Marvellaland

Essays on memoir, music, and more from Beatrice M. Hogg

Fake Fur?

(Thinking about my late cat, Smokey, who died in March 2010. Years ago, I wrote this about him.)

When I am in my bedroom trying on clothes, my cat Smokey lies on the bed and watches. Like a feline fashion editor, he observes each outfit as I saunter from the closet to the bedroom mirror. But when I try on one of my fake fur items, everything changes. His head jerks upward as if yanked by an invisible puppeteer. His eyes get as wide as blue marbles. He jumps off the bed as if his tail is on fire. The last thing that I see is the tip of his long tail as he dives under the bed. The show is over. I won’t see Smokey again for several hours, not until he is sure that the fluffy garment has been stowed away.

For years, I was puzzled by his strange reaction. Then I noticed that my seal point Himalayan and my fake fur animal print jacket were a similar color. Did Smokey think that eventually he would become part of my wardrobe? Was he afraid that my next off-white and brown coat would be made of real Himalayan cat fur?

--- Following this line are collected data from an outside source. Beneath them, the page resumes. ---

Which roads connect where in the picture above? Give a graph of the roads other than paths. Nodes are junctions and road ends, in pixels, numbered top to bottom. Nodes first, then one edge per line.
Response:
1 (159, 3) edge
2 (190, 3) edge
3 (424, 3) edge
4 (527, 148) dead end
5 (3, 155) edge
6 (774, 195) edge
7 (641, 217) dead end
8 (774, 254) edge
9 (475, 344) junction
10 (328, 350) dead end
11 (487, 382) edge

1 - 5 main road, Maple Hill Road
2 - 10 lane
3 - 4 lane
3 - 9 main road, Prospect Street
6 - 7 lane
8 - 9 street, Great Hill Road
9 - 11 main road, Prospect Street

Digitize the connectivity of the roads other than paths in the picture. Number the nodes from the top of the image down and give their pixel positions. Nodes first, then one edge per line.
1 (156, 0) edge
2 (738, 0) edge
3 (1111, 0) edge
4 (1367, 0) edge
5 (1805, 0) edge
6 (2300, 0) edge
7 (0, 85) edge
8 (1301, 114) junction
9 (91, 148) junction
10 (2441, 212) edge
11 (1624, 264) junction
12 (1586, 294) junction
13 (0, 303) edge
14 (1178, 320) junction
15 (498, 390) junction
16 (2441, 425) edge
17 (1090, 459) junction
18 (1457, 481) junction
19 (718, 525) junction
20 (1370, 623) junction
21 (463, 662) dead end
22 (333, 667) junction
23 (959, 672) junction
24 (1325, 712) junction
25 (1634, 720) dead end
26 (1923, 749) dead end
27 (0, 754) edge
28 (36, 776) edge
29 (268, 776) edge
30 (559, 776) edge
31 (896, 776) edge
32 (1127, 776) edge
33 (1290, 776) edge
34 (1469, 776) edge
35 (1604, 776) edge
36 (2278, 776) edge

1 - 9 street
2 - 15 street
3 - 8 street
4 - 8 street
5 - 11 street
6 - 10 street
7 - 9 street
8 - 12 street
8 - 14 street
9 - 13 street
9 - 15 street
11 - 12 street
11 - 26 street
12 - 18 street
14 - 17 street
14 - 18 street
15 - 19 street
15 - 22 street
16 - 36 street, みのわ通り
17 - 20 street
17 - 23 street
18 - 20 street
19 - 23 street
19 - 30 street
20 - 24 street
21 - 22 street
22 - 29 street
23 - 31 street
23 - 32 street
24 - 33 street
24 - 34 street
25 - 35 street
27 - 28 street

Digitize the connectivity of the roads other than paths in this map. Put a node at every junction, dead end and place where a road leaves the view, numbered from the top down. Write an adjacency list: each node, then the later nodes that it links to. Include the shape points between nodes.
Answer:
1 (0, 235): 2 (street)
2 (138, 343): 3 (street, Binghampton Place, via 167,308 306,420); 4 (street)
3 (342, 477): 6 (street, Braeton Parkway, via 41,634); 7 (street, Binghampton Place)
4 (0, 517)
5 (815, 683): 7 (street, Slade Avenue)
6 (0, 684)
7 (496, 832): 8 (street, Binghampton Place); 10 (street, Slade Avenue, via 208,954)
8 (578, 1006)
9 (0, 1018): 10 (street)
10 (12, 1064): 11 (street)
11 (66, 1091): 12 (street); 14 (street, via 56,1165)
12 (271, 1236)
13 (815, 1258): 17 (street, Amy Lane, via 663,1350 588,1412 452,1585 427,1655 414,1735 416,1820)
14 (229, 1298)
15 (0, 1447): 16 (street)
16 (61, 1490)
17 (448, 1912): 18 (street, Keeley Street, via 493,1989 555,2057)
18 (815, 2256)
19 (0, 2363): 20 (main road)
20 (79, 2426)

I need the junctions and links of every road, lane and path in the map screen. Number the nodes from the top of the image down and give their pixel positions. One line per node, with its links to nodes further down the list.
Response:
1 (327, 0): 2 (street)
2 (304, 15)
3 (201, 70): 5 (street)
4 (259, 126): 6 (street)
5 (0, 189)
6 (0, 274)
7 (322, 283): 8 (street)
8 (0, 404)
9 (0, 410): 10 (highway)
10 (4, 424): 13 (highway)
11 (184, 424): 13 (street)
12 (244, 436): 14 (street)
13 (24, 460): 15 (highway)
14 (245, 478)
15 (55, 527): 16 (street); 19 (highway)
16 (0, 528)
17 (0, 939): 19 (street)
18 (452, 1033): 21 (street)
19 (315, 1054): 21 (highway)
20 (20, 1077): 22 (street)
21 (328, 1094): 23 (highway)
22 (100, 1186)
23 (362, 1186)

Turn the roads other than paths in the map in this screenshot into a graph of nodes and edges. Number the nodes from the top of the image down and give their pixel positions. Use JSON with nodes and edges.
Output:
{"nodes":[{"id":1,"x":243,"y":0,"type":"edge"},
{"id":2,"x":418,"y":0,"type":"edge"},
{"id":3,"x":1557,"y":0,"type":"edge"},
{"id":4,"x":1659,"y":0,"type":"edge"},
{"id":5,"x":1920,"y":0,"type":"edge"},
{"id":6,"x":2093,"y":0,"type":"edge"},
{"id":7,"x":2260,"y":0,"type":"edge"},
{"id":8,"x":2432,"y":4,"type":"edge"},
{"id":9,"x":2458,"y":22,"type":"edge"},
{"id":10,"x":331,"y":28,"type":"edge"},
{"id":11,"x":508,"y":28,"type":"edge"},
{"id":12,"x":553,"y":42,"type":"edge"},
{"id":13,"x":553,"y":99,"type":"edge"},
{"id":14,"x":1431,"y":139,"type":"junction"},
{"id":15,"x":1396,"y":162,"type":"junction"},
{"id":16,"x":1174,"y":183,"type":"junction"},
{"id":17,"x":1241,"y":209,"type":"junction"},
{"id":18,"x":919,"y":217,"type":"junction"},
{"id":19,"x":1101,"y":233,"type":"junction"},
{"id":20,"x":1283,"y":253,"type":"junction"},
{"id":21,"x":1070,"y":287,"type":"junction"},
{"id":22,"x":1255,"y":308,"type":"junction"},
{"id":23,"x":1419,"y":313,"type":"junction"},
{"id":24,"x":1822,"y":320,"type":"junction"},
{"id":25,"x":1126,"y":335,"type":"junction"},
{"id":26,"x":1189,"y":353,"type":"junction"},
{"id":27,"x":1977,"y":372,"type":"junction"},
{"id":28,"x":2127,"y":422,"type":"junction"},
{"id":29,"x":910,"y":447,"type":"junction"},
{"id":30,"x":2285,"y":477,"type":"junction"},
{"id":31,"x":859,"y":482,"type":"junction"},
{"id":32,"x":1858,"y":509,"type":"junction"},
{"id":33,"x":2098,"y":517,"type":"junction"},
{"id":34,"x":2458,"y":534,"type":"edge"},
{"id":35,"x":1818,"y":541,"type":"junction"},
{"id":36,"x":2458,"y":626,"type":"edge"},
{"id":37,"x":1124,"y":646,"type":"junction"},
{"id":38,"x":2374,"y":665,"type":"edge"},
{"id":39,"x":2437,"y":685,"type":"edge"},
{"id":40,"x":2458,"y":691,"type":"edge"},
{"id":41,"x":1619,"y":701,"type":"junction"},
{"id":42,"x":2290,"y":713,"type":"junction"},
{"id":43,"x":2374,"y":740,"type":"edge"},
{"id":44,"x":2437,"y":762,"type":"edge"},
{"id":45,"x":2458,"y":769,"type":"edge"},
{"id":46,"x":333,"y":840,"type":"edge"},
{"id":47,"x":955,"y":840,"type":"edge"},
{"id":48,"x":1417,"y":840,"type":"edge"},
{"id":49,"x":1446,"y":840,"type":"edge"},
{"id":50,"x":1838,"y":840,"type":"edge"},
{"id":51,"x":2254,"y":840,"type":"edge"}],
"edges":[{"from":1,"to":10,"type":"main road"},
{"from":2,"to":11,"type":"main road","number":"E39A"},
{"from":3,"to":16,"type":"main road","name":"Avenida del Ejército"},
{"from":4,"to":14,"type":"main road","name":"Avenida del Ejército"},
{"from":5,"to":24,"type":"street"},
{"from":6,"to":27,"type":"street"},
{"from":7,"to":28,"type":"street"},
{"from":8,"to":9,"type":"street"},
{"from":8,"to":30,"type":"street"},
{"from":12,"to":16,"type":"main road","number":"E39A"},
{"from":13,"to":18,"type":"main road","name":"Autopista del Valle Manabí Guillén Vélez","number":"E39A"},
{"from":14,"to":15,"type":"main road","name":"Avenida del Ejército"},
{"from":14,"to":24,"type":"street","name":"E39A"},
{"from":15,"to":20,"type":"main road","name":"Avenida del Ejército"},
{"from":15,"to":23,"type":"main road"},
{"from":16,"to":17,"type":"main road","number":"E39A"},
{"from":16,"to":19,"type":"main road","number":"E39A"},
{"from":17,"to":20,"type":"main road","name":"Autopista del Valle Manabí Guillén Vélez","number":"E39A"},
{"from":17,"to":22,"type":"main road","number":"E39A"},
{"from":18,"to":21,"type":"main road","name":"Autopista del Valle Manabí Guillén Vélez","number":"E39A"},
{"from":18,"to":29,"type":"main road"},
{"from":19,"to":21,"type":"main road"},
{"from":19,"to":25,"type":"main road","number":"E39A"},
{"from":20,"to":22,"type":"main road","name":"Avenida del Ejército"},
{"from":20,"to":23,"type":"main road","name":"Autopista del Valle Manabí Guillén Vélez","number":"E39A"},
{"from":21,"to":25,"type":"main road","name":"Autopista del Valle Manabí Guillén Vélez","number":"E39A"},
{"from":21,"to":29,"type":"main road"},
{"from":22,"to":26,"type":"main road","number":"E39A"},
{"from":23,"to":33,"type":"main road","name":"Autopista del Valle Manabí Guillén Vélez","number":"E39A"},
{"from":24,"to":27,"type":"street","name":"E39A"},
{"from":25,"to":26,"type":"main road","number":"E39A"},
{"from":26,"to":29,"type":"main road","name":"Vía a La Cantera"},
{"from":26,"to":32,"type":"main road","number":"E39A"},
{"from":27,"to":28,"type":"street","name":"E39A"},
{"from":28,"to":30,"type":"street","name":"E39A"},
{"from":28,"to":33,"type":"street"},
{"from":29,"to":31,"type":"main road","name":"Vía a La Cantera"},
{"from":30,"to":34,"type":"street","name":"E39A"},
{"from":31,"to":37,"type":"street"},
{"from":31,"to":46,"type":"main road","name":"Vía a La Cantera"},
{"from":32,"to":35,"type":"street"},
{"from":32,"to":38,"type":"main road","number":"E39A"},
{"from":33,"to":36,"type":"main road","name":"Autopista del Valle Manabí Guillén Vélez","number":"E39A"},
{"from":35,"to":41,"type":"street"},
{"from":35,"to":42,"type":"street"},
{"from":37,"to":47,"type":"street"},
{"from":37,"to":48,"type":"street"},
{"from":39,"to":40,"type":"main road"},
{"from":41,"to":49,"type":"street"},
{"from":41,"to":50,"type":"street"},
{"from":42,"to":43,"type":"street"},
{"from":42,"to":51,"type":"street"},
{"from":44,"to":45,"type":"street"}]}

Smokey doesn’t hate all fake fur. He sleeps on the furry leopard print throw I keep on my bed. He doesn’t mind fake fur as long as it is sedentary and non-threatening. But when I put on a fur garment, it appears to come to life. My big fur hat—scary. The leather jacket with the fur trim—frightening. The denim coat that reverses to fur—terrifying. Smokey doesn’t know the fur is fake, all he knows is that it looks too familiar.

No wonder Smokey watches me so closely when I dispose of his fur after a good brushing. He checks to make sure I throw it in the trash can. He is afraid I will hoard it and sell it to clandestine feline fur buyers. Maybe Smokey imagines there is a giant shearing machine somewhere, where Himalayans and Persians and other longhaired cats are lined up like sheep. Years ago, when my other cat come home from the vet after a hip operation, his left side was shorn of fur. So Smokey knows cats can be shaved. In his mind, he hears the buzzing of the razor and watches the bales of plush fur pile up to the sky. Sometimes Smokey’s feet twitch when he is asleep. In his dreams, maybe he is running from a furless fate, hiding from those who want to harvest his coat to make coats for nearly hairless humans.

I read a story once about a woman who knitted sweaters from the fur of her beloved Himalayan. But Smokey has nothing to worry about, as I don’t own any knitting needles or electric shears. His fur will remain where it belongs, on his body, my furniture, and my rug. Of course, he doesn’t know that. In the future, I’ll try on my fake furs in front of the bathroom mirror, away from the sight of my skittish kitty. My bedroom fashion shows will be fur-free from now on.